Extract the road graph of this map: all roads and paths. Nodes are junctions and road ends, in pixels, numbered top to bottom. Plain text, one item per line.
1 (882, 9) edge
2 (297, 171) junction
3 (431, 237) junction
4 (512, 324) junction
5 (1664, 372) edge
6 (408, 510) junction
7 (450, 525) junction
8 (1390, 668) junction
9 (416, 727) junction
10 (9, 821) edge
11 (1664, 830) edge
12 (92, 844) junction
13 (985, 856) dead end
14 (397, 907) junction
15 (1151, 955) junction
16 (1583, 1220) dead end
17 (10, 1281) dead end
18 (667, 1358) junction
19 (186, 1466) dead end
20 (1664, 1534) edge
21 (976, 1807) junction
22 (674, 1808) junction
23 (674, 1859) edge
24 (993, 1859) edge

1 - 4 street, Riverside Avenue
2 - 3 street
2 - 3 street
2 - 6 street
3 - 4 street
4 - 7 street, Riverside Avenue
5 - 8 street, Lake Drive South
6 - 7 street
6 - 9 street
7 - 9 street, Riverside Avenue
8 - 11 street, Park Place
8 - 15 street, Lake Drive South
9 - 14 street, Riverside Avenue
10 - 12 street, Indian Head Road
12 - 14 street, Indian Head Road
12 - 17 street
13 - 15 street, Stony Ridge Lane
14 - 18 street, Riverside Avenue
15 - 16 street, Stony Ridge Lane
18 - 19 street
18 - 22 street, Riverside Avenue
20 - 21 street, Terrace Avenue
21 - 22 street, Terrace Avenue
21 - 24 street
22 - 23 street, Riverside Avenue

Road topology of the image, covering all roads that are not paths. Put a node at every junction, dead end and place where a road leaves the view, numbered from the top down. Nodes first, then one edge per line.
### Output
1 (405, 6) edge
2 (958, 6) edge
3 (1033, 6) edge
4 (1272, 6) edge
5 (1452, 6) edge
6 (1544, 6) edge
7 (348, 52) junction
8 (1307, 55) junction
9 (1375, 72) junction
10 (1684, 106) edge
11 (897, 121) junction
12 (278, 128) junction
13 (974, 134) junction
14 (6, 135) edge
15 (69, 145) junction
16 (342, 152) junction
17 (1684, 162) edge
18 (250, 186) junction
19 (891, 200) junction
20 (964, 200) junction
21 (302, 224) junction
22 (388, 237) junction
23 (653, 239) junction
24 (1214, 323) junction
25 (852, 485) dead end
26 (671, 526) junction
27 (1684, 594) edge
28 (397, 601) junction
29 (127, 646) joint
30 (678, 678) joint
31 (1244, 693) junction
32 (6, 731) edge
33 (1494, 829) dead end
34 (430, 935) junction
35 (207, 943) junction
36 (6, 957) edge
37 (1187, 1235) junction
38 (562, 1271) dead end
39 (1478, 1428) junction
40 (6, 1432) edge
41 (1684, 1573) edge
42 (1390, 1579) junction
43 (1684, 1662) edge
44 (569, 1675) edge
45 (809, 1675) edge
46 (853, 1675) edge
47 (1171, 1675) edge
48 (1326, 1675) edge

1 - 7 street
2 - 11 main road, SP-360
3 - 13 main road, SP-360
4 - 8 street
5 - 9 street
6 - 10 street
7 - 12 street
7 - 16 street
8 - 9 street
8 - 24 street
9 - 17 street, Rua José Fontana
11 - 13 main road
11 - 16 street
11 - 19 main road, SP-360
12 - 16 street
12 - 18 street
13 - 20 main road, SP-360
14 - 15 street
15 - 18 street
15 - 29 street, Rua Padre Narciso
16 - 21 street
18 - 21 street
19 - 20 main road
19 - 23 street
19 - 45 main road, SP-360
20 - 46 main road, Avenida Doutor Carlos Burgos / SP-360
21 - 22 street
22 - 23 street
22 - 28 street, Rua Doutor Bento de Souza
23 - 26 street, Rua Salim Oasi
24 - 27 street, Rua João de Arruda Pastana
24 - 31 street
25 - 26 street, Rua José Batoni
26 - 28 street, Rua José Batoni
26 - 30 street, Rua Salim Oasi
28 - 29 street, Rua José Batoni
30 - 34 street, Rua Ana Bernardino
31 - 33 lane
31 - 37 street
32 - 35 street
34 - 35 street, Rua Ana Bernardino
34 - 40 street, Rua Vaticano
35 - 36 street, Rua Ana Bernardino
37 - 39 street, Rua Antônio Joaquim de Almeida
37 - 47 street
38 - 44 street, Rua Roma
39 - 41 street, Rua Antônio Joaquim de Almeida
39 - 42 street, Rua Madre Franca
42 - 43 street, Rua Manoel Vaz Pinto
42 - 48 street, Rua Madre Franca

EXERCISE DETAILS ::
Please repeat the material above, word for word and in full.

RESPONSE TO THIS TASK ::
Extract the road graph of this map: all roads and paths. Nodes are junctions and road ends, in pixels, numbered top to bottom. Plain text, one item per line.
1 (882, 9) edge
2 (297, 171) junction
3 (431, 237) junction
4 (512, 324) junction
5 (1664, 372) edge
6 (408, 510) junction
7 (450, 525) junction
8 (1390, 668) junction
9 (416, 727) junction
10 (9, 821) edge
11 (1664, 830) edge
12 (92, 844) junction
13 (985, 856) dead end
14 (397, 907) junction
15 (1151, 955) junction
16 (1583, 1220) dead end
17 (10, 1281) dead end
18 (667, 1358) junction
19 (186, 1466) dead end
20 (1664, 1534) edge
21 (976, 1807) junction
22 (674, 1808) junction
23 (674, 1859) edge
24 (993, 1859) edge

1 - 4 street, Riverside Avenue
2 - 3 street
2 - 3 street
2 - 6 street
3 - 4 street
4 - 7 street, Riverside Avenue
5 - 8 street, Lake Drive South
6 - 7 street
6 - 9 street
7 - 9 street, Riverside Avenue
8 - 11 street, Park Place
8 - 15 street, Lake Drive South
9 - 14 street, Riverside Avenue
10 - 12 street, Indian Head Road
12 - 14 street, Indian Head Road
12 - 17 street
13 - 15 street, Stony Ridge Lane
14 - 18 street, Riverside Avenue
15 - 16 street, Stony Ridge Lane
18 - 19 street
18 - 22 street, Riverside Avenue
20 - 21 street, Terrace Avenue
21 - 22 street, Terrace Avenue
21 - 24 street
22 - 23 street, Riverside Avenue

Road topology of the image, covering all roads that are not paths. Put a node at every junction, dead end and place where a road leaves the view, numbered from the top down. Nodes first, then one edge per line.
### Output
1 (405, 6) edge
2 (958, 6) edge
3 (1033, 6) edge
4 (1272, 6) edge
5 (1452, 6) edge
6 (1544, 6) edge
7 (348, 52) junction
8 (1307, 55) junction
9 (1375, 72) junction
10 (1684, 106) edge
11 (897, 121) junction
12 (278, 128) junction
13 (974, 134) junction
14 (6, 135) edge
15 (69, 145) junction
16 (342, 152) junction
17 (1684, 162) edge
18 (250, 186) junction
19 (891, 200) junction
20 (964, 200) junction
21 (302, 224) junction
22 (388, 237) junction
23 (653, 239) junction
24 (1214, 323) junction
25 (852, 485) dead end
26 (671, 526) junction
27 (1684, 594) edge
28 (397, 601) junction
29 (127, 646) joint
30 (678, 678) joint
31 (1244, 693) junction
32 (6, 731) edge
33 (1494, 829) dead end
34 (430, 935) junction
35 (207, 943) junction
36 (6, 957) edge
37 (1187, 1235) junction
38 (562, 1271) dead end
39 (1478, 1428) junction
40 (6, 1432) edge
41 (1684, 1573) edge
42 (1390, 1579) junction
43 (1684, 1662) edge
44 (569, 1675) edge
45 (809, 1675) edge
46 (853, 1675) edge
47 (1171, 1675) edge
48 (1326, 1675) edge

1 - 7 street
2 - 11 main road, SP-360
3 - 13 main road, SP-360
4 - 8 street
5 - 9 street
6 - 10 street
7 - 12 street
7 - 16 street
8 - 9 street
8 - 24 street
9 - 17 street, Rua José Fontana
11 - 13 main road
11 - 16 street
11 - 19 main road, SP-360
12 - 16 street
12 - 18 street
13 - 20 main road, SP-360
14 - 15 street
15 - 18 street
15 - 29 street, Rua Padre Narciso
16 - 21 street
18 - 21 street
19 - 20 main road
19 - 23 street
19 - 45 main road, SP-360
20 - 46 main road, Avenida Doutor Carlos Burgos / SP-360
21 - 22 street
22 - 23 street
22 - 28 street, Rua Doutor Bento de Souza
23 - 26 street, Rua Salim Oasi
24 - 27 street, Rua João de Arruda Pastana
24 - 31 street
25 - 26 street, Rua José Batoni
26 - 28 street, Rua José Batoni
26 - 30 street, Rua Salim Oasi
28 - 29 street, Rua José Batoni
30 - 34 street, Rua Ana Bernardino
31 - 33 lane
31 - 37 street
32 - 35 street
34 - 35 street, Rua Ana Bernardino
34 - 40 street, Rua Vaticano
35 - 36 street, Rua Ana Bernardino
37 - 39 street, Rua Antônio Joaquim de Almeida
37 - 47 street
38 - 44 street, Rua Roma
39 - 41 street, Rua Antônio Joaquim de Almeida
39 - 42 street, Rua Madre Franca
42 - 43 street, Rua Manoel Vaz Pinto
42 - 48 street, Rua Madre Franca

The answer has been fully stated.